Asadullah Nadeem, ein afghanischer Politologe, der früher an einer privaten Kabuler Hochschule lehrte und jetzt im Exil lebt, verweist auf eine Besonderheit der islamischen Rechtspraxis der Taliban: Priorität hätten die paschtunischen Stammestraditionen und Gebräuche. Deshalb komme es zu Diskrepanzen zwischen dem, was sie für richtig erachten und dem, was allgemein als islamisch angesehen werde. "Die Taliban folgen einer rückständigen, primitiven und extremen Ideologie, die in den meisten Fällen nicht islamischen Werten entspricht", sagt Nadeem. Die Taliban-Führer akzeptierten nur eine Scharia, die in Übereinstimmung mit lokalen und afghanischen Traditionen stehe.

IS setzt Taliban unter Druck

Hinzu komme, dass die Taliban sich der Konkurrenz durch den afghanischen Ableger des sogenannten Islamischen Staats, IS-K, erwehren müssen, der sein eigenes Emirat in Afghanistan errichten will. Immer wieder verübt der IS-K Anschläge auf Einrichtungen und Gebetsstätten der schiitischen Hasara, die er als Ungläubige betrachtet. Da die Taliban den Krieg gegen Ungläubige nach ihrer Machtübernahme beendet haben, werde der IS-K für besonders fanatische Taliban-Kämpfer attraktiver, sagt Nadeem. Deshalb sei es für die Taliban-Führung wichtig, diese Kämpfer mit der Einführung extremer, mit der Scharia begründeter Maßnahmen in ihren Reihen zu halten. "Die Anführer der Taliban wissen, dass ihre Kontrolle über die Macht im Land nicht lange anhalten wird", sagt Nadeem. "Sie wollen, dass ihre Kämpfer motiviert bleiben, um dem bewaffneten Widerstand entgegenzutreten". Es seien nicht nur der IS, sondern weitere Terrorgruppen in Afghanistan aktiv. Gleichzeitig kämpften vereinzelt noch immer Mitglieder des Nationalen Widerstandsrates (NRC) gegen die Taliban. Sollten die Taliban Kämpfer an den IS verlieren, so könne das zu einem großen Problem für sie werden.
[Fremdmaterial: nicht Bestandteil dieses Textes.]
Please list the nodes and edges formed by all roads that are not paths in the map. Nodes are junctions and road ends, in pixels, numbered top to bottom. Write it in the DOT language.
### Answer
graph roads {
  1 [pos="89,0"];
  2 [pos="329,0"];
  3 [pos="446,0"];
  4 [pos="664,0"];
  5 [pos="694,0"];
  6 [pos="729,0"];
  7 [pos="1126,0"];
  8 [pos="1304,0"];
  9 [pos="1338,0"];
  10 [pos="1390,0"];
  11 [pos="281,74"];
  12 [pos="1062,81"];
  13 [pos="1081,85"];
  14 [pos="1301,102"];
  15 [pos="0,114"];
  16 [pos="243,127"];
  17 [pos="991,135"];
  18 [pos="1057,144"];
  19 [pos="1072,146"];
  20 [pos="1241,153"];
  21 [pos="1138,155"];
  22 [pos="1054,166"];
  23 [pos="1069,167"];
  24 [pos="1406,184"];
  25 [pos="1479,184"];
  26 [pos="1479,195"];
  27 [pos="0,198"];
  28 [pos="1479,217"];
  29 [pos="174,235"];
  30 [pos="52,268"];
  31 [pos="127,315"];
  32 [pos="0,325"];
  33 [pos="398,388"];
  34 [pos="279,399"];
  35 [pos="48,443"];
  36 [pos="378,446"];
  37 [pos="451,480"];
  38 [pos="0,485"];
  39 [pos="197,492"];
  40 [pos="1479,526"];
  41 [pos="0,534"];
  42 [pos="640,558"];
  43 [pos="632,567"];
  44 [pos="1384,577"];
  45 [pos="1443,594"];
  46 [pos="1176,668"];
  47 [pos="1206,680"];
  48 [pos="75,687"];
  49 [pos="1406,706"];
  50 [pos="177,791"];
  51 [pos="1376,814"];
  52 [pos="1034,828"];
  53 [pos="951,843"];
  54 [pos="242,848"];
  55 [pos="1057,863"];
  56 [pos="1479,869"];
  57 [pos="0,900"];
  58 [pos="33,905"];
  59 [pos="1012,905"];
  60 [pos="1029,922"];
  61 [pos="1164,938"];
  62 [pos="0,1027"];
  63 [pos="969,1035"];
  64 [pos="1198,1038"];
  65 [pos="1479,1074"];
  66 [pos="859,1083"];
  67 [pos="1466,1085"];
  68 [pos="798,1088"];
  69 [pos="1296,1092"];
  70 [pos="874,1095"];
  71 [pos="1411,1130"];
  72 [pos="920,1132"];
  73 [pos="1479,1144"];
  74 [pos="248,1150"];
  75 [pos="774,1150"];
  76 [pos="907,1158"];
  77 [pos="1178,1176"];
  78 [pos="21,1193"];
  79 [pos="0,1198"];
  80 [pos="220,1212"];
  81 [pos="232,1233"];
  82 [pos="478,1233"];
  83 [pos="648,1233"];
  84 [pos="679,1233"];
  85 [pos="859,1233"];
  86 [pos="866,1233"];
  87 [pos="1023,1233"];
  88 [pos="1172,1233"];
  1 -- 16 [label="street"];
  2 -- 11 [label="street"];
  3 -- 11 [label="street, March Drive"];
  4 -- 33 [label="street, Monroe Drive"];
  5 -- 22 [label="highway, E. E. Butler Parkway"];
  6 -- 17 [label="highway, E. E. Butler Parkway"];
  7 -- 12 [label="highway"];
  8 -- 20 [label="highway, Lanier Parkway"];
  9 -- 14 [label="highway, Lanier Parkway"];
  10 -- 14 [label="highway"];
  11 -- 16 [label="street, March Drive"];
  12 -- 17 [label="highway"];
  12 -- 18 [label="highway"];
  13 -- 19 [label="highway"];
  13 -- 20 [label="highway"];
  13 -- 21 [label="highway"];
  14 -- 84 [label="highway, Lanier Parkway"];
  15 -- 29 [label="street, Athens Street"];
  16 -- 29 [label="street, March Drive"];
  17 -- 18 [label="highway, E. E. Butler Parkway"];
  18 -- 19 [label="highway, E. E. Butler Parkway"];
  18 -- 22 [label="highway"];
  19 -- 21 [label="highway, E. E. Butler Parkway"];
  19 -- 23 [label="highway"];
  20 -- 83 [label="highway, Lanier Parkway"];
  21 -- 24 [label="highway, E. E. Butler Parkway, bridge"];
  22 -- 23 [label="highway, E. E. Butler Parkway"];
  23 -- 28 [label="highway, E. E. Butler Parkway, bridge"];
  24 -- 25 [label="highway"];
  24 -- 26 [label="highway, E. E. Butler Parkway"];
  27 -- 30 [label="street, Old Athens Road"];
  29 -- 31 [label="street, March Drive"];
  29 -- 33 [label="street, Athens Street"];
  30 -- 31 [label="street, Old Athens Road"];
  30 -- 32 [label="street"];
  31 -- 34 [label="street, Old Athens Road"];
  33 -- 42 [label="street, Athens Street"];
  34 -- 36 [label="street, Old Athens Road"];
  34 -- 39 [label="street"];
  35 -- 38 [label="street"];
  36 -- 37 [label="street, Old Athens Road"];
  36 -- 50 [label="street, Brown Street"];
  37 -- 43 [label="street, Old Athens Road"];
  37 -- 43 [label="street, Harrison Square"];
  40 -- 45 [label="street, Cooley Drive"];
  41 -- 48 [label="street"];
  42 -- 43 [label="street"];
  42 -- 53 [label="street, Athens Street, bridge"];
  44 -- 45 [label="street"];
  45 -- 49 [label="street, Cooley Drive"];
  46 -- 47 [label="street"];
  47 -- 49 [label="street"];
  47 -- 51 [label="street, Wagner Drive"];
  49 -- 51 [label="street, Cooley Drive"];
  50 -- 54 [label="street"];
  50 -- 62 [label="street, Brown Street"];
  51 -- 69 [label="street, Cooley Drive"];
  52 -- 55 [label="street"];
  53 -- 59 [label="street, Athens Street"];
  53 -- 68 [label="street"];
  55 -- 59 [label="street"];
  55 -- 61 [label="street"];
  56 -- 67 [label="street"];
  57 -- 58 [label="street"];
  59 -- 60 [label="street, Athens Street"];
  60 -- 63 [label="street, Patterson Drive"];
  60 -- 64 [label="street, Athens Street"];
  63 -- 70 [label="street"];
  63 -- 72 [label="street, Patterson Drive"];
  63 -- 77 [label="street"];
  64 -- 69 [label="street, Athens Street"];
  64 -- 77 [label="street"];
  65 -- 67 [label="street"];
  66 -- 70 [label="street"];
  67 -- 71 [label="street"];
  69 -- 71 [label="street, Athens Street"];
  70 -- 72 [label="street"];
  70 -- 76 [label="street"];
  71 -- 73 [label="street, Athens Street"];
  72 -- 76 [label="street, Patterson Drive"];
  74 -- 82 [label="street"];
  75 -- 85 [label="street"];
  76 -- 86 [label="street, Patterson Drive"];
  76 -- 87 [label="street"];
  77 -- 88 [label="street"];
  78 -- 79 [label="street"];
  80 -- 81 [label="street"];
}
Mohammad Mohaq von der Al-Azhar-Universität meint, dass beim IS-K neben dem Dschihad auch ganz weltlich Motive eine Rolle spielen: Nämlich Neid auf die Taliban, die sich nach ihrer Machteroberung mit Geld und Frauen belohnten. Solchen weltlichen Lohn für den Gotteskrieg hätten die IS-Kämpfer auch gerne, so der Theologe aus Kairo.

Kritik aus der Zivilgesellschaft

Inzwischen wird jedoch auch in Afghanistan von Vertretern der Zivilgesellschaft, die bisher die Politik der Taliban verteidigt und die Leistung der Gruppe rechtfertigt haben, Kritik am Bildungsverbot für Mädchen und junge Frauen geübt. So etwa von Nadschibullah Dschame, einem inzwischen zurückgetretenen Dozenten an einer Kabuler Privat-Uni. "Diese Entscheidung der Regierung ist nicht gerechtfertigt", sagte er der DW. "Sie wird Afghanistan noch weiter zurückwerfen und in eine dunkle Zukunft führen". Die Taliban sollten Schulen und Universitäten für Frauen so schnell wie möglich wieder öffnen, fordert er.

Afghaninnen demonstrieren gegen das Universitätsverbot für Frauen
Afghaninnen demonstrieren gegen das Universitätsverbot für FrauenBild: Uncredited/AP/dpa/picture alliance

Binnen weniger Tage sind mehrere Universitätsprofessoren aus Protest zurückgetreten. Der Dozent Ismail Mashal zerriss im Nachrichtensender ToloNews vor laufender Kamera sein Universitätsdiplom. Außerdem traten die Studenten der Polytechnischen Universität Kabul, der größten ingenieurwissenschaftlichen Hochschule Afghanistans, in den Streik. Um weitere Proteste zu verhindern, schlossen die Taliban mehrere Universitäten und verstärkten ihre militärische Präsenz auf den Straßen.